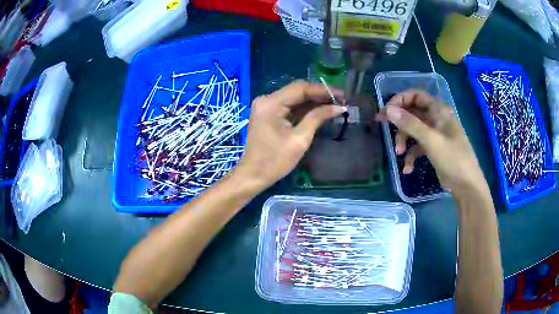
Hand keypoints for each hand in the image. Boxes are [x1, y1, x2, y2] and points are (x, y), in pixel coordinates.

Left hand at [237, 80, 345, 187]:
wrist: (253, 175)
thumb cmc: (275, 161)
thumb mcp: (300, 139)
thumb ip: (318, 118)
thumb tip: (339, 107)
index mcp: (271, 103)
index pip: (301, 88)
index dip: (323, 90)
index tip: (342, 95)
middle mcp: (267, 99)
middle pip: (297, 91)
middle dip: (320, 95)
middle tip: (341, 100)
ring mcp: (266, 106)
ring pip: (295, 98)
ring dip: (314, 101)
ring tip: (335, 105)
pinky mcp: (268, 113)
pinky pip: (289, 106)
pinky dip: (305, 109)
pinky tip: (321, 110)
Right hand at [376, 90, 486, 193]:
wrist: (466, 185)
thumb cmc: (453, 158)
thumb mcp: (431, 140)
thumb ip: (410, 124)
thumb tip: (388, 110)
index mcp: (439, 110)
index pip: (416, 96)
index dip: (400, 100)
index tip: (387, 111)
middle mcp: (436, 119)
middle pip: (412, 113)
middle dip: (398, 121)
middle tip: (381, 125)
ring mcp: (435, 134)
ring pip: (413, 130)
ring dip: (404, 140)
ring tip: (398, 154)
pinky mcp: (433, 149)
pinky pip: (417, 147)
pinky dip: (411, 156)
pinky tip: (407, 169)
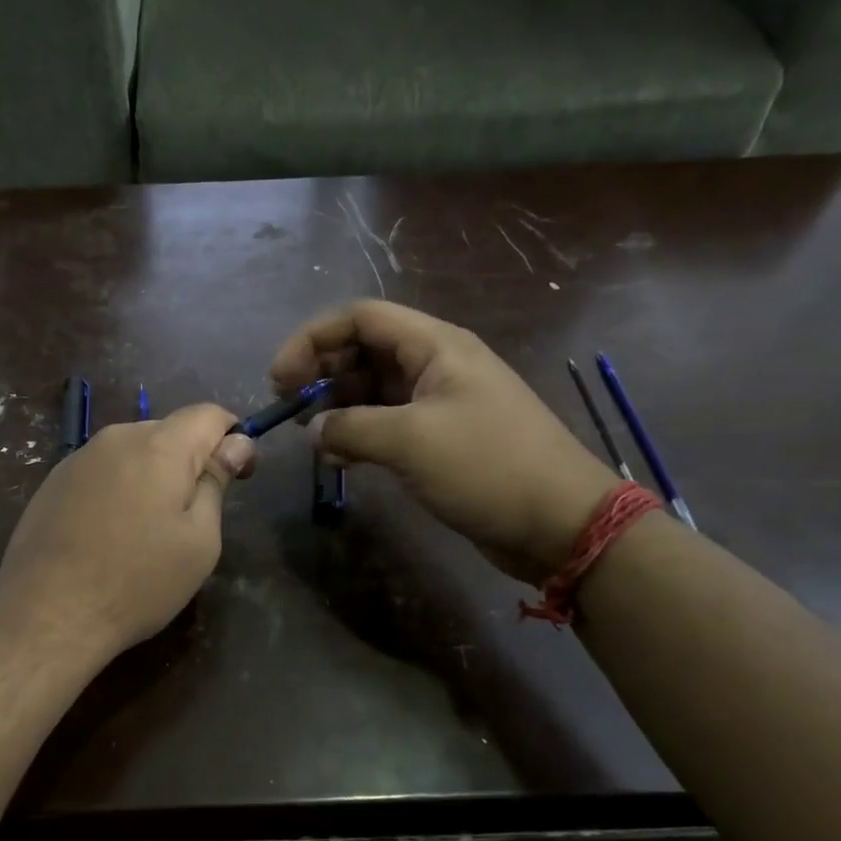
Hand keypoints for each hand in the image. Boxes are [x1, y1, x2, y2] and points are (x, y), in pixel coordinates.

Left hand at [0, 403, 255, 660]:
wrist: (47, 614)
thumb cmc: (138, 582)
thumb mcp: (199, 541)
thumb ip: (216, 483)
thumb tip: (236, 443)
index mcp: (160, 446)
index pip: (209, 414)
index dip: (232, 438)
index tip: (237, 476)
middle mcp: (117, 438)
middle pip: (169, 431)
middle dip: (190, 461)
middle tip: (192, 516)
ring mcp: (79, 457)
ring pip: (134, 451)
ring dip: (153, 475)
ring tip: (148, 530)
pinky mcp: (53, 481)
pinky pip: (103, 470)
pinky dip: (119, 488)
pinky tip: (110, 534)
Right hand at [270, 301, 618, 583]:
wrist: (559, 521)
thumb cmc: (487, 466)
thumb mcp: (410, 441)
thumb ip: (351, 428)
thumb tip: (315, 432)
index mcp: (435, 346)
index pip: (361, 318)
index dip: (313, 339)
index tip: (281, 378)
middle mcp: (435, 365)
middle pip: (364, 350)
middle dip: (321, 372)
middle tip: (289, 407)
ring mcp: (439, 403)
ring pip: (373, 389)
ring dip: (337, 406)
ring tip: (310, 436)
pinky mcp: (440, 439)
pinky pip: (387, 423)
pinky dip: (358, 434)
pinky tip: (337, 458)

--- The problem ---
Output the whole listing again, exactly, without its pictures.

--- Result of this task ---
Hand keypoints for each hand in the image. Boxes are [x1, y1, x2, y2] and points are (x, y), in pixel coordinates.

Left hand at [237, 80, 345, 187]:
wrist: (253, 175)
thumb cmc: (275, 161)
thumb mcp: (300, 139)
thumb ip: (318, 118)
thumb tip: (339, 107)
index mcp: (271, 103)
index pip: (301, 88)
index dip: (323, 90)
index tip: (342, 95)
middle mcp: (267, 99)
middle pip: (297, 91)
middle dip: (320, 95)
middle tip: (341, 100)
ring mcp: (266, 106)
ring pip: (295, 98)
ring dip: (314, 101)
ring tip: (335, 105)
pinky mcp: (268, 113)
pinky pip: (289, 106)
pinky dip: (305, 109)
pinky tip: (321, 110)
Right hand at [376, 90, 486, 193]:
wrist: (466, 185)
thumb cmc: (453, 158)
thumb mcp: (431, 140)
thumb ip: (410, 124)
thumb tip: (388, 110)
index mcp: (439, 110)
index pip: (416, 96)
index dip: (400, 100)
index tip: (387, 111)
middle mcp: (436, 119)
middle pip: (412, 113)
middle dip: (398, 121)
middle tip: (381, 125)
ring mcp: (435, 134)
ring pip: (413, 130)
ring dip: (404, 140)
ring tip: (398, 154)
pinky mcp: (433, 149)
pinky pip: (417, 147)
pinky dip: (411, 156)
pinky tip: (407, 169)
Hand keypoints for each hand in the image. Boxes are [x1, y1, x2, y2] and points are (x, y), in pixel coordinates.

Left hand at [0, 403, 255, 660]:
wrist: (47, 614)
thumb cmc: (138, 582)
thumb mcp: (199, 541)
thumb ip: (216, 483)
thumb tip: (236, 443)
index mcp: (160, 446)
index pip: (209, 414)
index dip: (232, 438)
index tip: (237, 476)
middle mcp: (117, 438)
middle pip: (169, 431)
middle dip: (190, 461)
middle tip: (192, 516)
ring mcp: (79, 457)
ring pip: (134, 451)
ring dip: (153, 475)
ring tip: (148, 530)
pinky mcp: (53, 481)
pinky pip: (103, 470)
pinky dip: (119, 488)
pinky tip: (110, 534)
Right hand at [270, 301, 618, 583]:
wrist: (559, 521)
thumb cmc: (487, 466)
thumb mcp: (410, 441)
thumb ip: (351, 428)
thumb tip: (315, 432)
index mcp: (435, 346)
index pip: (361, 318)
index dip: (313, 339)
index tip: (281, 378)
middle mcp: (435, 365)
middle pip: (364, 350)
middle dip: (321, 372)
middle tip: (289, 407)
ring mcp: (439, 403)
ring pip: (373, 389)
ring dip: (337, 406)
ring tip: (310, 436)
pinky mcp: (440, 439)
pinky pip: (387, 423)
pinky dip: (358, 434)
pinky tip: (337, 458)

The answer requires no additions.